*** Available data Section Begins ***
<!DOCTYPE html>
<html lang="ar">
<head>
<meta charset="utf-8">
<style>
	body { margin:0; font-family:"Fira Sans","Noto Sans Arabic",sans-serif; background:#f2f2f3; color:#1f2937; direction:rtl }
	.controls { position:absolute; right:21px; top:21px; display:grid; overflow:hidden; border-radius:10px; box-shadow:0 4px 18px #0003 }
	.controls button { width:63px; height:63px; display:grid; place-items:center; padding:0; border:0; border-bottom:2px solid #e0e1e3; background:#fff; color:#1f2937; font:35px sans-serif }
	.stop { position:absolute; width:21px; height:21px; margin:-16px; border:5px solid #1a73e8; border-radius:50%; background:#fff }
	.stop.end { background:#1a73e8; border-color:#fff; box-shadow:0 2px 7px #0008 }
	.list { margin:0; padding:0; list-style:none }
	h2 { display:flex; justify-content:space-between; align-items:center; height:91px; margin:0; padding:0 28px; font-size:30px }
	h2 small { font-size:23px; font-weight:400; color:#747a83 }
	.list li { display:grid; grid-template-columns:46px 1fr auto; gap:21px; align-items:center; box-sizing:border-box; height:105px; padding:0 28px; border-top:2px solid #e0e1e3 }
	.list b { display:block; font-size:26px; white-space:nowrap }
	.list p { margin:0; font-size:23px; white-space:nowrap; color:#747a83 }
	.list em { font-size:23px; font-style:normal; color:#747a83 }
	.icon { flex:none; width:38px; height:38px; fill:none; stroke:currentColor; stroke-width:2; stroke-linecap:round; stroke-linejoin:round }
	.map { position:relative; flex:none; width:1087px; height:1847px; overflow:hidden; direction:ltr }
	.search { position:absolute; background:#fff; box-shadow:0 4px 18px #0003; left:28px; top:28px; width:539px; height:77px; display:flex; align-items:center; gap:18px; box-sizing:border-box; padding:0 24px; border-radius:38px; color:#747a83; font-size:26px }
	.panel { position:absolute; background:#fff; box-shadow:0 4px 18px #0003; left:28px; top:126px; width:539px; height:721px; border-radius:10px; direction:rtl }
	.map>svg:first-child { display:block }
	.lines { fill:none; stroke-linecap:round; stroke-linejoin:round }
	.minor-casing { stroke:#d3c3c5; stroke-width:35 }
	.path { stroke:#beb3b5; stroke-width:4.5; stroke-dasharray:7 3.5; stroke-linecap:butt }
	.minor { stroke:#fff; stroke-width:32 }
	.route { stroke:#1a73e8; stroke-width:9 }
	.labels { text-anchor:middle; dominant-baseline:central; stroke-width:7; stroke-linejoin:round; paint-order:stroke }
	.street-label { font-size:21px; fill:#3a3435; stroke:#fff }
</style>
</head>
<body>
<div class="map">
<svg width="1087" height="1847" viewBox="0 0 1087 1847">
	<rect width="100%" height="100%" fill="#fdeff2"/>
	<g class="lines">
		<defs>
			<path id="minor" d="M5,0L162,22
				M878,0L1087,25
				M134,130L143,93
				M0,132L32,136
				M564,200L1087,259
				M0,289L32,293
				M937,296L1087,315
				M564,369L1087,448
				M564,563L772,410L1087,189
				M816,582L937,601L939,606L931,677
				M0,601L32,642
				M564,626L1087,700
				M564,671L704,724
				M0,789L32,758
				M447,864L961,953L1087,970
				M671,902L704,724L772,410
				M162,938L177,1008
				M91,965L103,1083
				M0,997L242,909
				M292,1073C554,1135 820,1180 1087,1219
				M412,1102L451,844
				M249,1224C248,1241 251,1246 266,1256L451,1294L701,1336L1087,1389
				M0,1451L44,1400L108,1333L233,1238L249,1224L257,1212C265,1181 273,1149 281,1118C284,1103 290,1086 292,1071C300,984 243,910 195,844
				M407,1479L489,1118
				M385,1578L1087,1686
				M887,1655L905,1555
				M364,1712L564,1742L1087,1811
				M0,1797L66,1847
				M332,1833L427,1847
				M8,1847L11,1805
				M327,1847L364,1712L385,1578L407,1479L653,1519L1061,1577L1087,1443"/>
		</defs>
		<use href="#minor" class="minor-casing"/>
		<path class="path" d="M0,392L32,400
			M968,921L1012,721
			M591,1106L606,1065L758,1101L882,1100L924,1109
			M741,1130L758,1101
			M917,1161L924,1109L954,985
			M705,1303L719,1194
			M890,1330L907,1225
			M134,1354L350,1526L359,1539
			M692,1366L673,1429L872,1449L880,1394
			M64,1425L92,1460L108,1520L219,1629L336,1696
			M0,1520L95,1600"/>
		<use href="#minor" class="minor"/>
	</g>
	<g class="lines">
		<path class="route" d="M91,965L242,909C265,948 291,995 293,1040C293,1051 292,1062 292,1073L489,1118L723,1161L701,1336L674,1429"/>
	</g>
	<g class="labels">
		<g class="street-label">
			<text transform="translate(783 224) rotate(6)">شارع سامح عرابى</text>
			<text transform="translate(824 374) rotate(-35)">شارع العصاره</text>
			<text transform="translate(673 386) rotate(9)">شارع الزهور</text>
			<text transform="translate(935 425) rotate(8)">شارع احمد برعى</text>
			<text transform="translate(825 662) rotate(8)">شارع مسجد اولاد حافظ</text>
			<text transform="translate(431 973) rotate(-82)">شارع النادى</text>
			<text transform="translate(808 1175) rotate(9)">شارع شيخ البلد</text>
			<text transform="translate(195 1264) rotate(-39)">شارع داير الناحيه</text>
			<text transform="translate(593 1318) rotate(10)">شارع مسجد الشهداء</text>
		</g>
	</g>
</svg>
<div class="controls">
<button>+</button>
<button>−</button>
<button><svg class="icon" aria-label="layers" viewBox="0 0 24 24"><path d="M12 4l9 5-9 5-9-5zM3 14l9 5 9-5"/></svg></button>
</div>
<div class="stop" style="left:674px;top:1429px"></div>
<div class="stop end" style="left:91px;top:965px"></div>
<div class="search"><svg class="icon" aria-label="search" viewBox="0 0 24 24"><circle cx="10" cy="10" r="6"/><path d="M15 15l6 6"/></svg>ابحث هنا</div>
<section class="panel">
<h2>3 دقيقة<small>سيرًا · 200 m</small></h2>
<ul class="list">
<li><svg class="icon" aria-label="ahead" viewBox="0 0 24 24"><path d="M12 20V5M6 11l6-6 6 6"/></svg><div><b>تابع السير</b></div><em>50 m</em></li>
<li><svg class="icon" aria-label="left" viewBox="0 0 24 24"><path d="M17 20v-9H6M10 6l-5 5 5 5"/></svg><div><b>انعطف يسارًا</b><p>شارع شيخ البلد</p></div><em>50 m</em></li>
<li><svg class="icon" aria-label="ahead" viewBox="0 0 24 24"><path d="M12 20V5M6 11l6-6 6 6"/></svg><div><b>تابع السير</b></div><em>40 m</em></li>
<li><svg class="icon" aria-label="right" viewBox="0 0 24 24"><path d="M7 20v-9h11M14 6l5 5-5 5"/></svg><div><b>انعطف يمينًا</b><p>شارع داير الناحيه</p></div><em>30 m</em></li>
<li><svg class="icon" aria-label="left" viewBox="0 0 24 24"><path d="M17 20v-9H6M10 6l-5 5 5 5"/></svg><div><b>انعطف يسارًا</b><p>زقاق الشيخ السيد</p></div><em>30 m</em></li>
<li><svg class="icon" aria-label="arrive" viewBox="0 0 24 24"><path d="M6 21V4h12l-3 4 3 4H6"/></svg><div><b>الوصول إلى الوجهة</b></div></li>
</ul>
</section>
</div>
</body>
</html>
*** Available data Section Ends ***
- Task prompt -
Among the entries above, the line containing "M412,1102L451,844", the line containing "M8,1847L11,1805", and all lines between them are to be restated word for word; nothing else belongs in the reply.

- Result -
				M412,1102L451,844
				M249,1224C248,1241 251,1246 266,1256L451,1294L701,1336L1087,1389
				M0,1451L44,1400L108,1333L233,1238L249,1224L257,1212C265,1181 273,1149 281,1118C284,1103 290,1086 292,1071C300,984 243,910 195,844
				M407,1479L489,1118
				M385,1578L1087,1686
				M887,1655L905,1555
				M364,1712L564,1742L1087,1811
				M0,1797L66,1847
				M332,1833L427,1847
				M8,1847L11,1805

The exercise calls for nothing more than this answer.